The Sense of an Ending is the kind of novel you might need to ponder for a few days before coming to any conclusions.
This is partly because its author, Julian Barnes, leaves a key mystery swirling in ambiguity, and partly because of its uncomfortable theme of the unreliability of our memories as a record of our own histories.
The novel, which won the Man Booker Prize a week ago, is narrated by Tony Webster, a retired Londoner whose recollection of formative events of his youth is slowly unravelled after an unexpected bequest.

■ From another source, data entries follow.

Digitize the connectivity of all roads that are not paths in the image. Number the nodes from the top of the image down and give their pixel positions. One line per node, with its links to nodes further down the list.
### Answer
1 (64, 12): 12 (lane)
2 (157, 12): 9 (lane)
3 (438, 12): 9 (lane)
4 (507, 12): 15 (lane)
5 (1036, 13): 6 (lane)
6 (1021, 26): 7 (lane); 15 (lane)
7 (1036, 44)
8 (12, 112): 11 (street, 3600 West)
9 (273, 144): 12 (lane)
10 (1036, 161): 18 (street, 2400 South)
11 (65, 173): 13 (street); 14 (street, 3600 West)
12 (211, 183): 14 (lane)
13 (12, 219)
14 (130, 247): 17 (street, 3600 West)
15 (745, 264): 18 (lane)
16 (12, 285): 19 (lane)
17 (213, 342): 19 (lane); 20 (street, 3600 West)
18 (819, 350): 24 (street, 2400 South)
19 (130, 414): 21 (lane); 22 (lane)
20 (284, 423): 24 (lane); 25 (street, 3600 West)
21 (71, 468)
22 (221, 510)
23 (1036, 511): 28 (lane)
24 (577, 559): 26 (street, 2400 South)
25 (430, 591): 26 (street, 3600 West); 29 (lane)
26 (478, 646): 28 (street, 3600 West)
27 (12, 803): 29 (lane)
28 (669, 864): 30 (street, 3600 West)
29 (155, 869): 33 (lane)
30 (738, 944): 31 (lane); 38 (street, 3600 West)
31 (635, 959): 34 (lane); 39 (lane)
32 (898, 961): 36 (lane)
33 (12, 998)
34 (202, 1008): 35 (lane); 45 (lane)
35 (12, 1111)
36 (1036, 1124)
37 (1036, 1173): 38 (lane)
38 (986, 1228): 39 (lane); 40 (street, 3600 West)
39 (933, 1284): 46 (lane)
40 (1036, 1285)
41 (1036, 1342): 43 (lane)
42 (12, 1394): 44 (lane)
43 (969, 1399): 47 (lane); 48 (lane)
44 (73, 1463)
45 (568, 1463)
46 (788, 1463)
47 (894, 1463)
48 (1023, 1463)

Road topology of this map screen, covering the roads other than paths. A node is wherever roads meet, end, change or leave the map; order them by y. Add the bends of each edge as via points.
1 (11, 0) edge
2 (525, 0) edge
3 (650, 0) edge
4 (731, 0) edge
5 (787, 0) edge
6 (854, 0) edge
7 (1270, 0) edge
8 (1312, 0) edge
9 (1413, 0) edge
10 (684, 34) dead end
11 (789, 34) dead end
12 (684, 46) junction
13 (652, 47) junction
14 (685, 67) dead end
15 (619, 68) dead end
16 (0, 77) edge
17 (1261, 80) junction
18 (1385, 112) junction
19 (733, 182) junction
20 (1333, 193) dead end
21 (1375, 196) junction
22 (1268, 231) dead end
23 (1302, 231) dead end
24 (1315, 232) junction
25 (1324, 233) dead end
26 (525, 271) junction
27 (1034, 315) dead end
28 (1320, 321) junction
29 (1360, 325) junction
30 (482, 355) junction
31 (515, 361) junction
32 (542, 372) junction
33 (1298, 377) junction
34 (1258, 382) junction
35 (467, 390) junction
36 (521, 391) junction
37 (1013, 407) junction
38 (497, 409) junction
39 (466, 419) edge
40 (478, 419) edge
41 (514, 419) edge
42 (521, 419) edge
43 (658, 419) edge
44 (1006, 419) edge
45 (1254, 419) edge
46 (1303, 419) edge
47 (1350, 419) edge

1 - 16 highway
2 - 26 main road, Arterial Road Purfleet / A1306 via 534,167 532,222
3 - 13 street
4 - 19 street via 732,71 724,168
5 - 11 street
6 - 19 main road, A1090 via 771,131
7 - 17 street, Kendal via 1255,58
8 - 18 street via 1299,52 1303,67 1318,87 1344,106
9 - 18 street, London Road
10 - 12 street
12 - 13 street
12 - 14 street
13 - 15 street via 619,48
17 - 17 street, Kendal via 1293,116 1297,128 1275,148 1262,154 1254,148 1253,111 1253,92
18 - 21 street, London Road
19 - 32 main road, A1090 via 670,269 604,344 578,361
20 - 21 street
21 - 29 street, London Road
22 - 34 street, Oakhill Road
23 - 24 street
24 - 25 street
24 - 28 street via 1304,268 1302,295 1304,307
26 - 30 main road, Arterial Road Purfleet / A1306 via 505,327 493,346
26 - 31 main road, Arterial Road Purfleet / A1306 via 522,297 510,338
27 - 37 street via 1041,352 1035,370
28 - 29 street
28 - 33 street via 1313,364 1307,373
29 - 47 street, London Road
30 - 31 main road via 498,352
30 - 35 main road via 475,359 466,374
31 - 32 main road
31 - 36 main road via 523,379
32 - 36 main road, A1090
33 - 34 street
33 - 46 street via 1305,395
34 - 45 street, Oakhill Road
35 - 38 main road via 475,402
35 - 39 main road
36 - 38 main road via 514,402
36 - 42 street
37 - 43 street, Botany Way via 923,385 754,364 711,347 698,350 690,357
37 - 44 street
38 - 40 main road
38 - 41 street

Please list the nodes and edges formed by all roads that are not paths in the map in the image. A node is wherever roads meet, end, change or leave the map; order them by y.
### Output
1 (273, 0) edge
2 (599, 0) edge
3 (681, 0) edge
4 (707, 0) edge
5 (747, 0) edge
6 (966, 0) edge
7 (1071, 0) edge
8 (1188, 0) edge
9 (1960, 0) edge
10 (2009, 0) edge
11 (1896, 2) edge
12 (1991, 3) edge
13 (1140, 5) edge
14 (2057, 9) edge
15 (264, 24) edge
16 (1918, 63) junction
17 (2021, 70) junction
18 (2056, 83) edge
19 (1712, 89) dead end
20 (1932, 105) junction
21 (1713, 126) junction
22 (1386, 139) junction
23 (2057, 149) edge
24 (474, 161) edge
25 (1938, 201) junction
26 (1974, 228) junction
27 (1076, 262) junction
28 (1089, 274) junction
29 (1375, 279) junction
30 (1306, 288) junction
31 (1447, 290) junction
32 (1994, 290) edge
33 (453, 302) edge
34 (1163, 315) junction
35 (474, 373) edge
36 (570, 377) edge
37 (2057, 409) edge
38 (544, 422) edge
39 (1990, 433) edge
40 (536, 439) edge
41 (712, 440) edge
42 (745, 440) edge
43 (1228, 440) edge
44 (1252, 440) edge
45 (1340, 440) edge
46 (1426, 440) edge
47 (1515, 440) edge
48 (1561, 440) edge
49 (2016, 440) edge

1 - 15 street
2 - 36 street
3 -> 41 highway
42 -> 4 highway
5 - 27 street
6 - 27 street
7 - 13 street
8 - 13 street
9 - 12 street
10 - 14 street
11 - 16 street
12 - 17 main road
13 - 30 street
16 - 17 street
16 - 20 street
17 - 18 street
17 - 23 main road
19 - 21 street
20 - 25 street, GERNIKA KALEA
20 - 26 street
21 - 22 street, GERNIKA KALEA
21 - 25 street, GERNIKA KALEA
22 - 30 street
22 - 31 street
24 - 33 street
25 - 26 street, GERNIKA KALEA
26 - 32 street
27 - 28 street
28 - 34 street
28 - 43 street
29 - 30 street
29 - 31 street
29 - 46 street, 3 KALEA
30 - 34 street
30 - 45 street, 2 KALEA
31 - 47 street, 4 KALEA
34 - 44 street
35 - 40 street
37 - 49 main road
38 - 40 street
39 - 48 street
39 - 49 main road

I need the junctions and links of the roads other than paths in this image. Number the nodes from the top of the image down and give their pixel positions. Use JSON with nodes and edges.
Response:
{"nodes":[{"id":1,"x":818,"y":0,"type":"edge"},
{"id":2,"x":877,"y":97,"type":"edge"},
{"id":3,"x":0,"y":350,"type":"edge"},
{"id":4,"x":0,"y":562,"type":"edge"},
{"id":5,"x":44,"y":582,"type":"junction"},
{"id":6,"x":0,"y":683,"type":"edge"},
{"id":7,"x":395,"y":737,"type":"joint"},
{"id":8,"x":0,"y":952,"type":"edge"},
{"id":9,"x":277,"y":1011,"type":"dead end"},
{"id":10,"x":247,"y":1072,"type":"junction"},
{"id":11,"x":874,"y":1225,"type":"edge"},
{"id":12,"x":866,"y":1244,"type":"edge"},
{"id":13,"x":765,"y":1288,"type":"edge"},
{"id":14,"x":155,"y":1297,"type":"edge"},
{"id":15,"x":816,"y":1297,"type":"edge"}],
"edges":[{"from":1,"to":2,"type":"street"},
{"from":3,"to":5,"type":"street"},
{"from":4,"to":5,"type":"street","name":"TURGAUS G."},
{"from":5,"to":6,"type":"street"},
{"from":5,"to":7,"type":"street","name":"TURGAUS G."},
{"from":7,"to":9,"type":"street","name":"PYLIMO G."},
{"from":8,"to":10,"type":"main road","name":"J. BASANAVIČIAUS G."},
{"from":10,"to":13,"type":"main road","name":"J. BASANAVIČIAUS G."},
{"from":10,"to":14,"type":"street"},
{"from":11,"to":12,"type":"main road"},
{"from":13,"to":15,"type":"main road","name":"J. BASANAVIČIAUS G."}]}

Tony hasn't seen his university girlfriend, Veronica, in more than 40 years, so he is surprised to receive a lawyer's letter informing him that her mother has left him £500 and a diary in her will. He recalls that he met her mother just once, in an uncomfortable weekend spent at their family home.
The diary belongs to Adrian, a formidably intelligent school friend who dated Veronica after she and Tony split, and who committed suicide shortly afterwards, at the age of 22.
At the time, Tony accepted Adrian's death as an act of philosophy: "life is a gift bestowed without anyone asking for it; the thinking person has a philosophical duty to examine both the nature of life and the conditions it comes with; if this person decides to renounce the gift no one asks for, it is a moral and human duty to act on the consequences of that decision".